DATA SHOWN:
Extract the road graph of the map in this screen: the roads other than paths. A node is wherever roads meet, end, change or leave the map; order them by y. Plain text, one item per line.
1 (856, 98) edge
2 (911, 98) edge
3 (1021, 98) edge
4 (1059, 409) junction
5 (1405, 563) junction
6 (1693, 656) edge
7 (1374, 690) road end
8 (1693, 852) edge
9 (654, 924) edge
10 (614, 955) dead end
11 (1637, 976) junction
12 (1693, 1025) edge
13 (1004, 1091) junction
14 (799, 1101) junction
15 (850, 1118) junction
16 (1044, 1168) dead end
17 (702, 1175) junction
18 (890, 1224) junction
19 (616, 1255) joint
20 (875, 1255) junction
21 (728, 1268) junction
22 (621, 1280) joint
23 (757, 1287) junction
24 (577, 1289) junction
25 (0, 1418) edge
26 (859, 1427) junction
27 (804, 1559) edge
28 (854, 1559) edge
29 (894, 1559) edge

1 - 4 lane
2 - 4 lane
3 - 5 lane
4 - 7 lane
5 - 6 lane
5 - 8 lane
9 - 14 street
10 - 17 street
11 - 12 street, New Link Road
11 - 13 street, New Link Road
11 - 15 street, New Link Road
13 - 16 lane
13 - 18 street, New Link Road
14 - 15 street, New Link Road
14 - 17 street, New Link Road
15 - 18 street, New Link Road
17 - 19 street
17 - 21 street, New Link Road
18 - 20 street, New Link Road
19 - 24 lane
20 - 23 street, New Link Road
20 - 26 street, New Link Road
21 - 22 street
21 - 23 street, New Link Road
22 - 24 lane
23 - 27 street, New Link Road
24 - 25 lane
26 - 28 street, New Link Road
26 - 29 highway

...

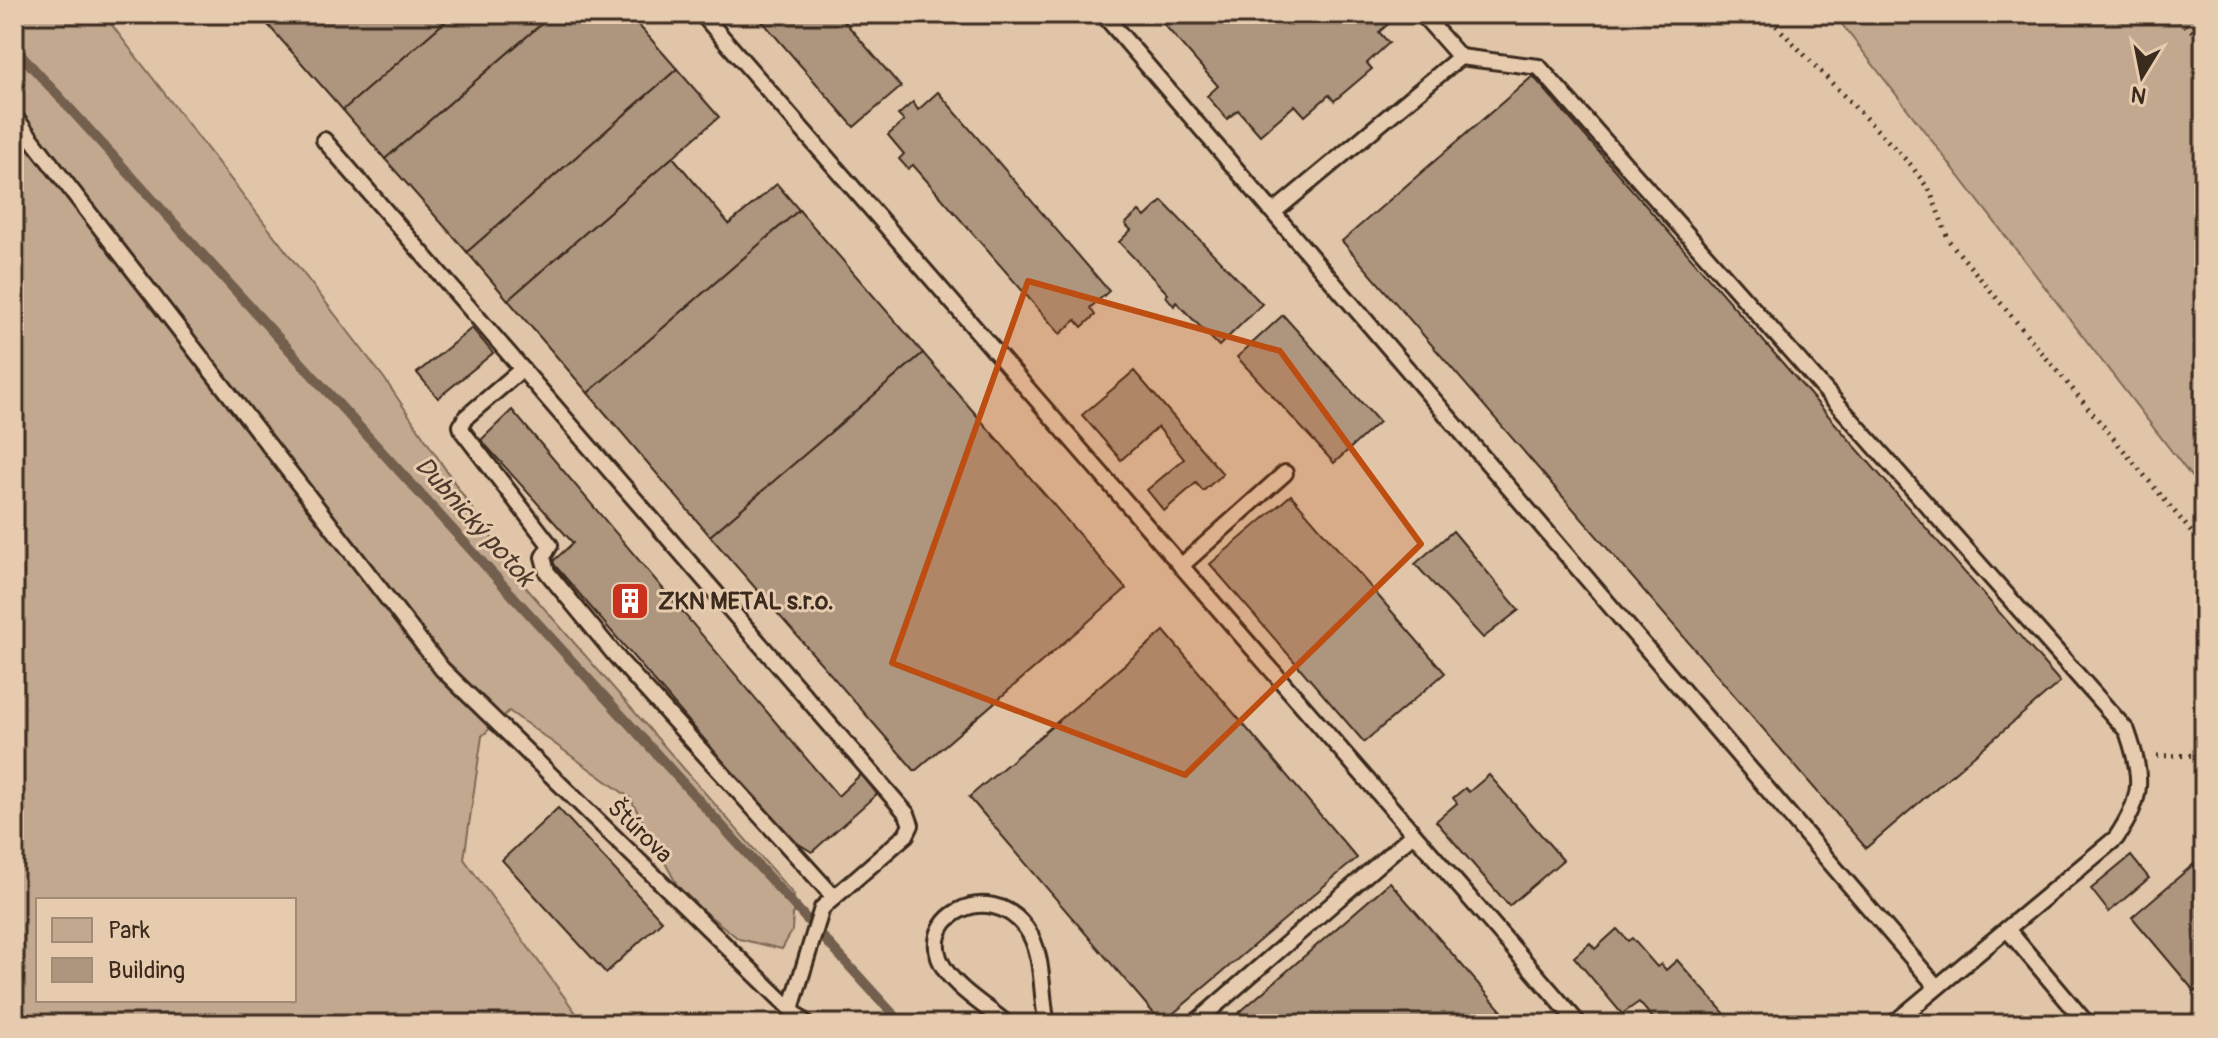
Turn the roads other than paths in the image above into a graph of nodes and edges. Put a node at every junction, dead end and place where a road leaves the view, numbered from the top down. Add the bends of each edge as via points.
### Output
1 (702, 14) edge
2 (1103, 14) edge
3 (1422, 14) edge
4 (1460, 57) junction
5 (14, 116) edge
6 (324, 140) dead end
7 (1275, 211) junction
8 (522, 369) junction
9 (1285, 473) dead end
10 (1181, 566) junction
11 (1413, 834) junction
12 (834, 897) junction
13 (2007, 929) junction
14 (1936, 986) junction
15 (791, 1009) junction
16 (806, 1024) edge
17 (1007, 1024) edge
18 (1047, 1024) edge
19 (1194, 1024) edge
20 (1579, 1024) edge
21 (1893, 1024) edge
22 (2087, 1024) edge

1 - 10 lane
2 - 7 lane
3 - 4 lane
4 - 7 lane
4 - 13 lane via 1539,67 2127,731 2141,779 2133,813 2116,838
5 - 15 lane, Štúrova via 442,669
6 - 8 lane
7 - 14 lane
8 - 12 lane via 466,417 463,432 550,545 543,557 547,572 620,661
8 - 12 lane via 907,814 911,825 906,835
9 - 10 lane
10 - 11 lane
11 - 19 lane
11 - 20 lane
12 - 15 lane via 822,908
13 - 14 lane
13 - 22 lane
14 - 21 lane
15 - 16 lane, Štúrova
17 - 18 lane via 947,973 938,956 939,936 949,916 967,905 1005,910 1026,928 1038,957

--

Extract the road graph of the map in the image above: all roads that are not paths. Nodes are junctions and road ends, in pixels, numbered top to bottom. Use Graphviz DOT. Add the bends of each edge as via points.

WORK ITEM: The expected output is every line of the records in which the string "image" appears.

RESULT OF THIS EXERCISE:
Turn the roads other than paths in the image above into a graph of nodes and edges. Put a node at every junction, dead end and place where a road leaves the view, numbered from the top down. Add the bends of each edge as via points.
Extract the road graph of the map in the image above: all roads that are not paths. Nodes are junctions and road ends, in pixels, numbered top to bottom. Use Graphviz DOT. Add the bends of each edge as via points.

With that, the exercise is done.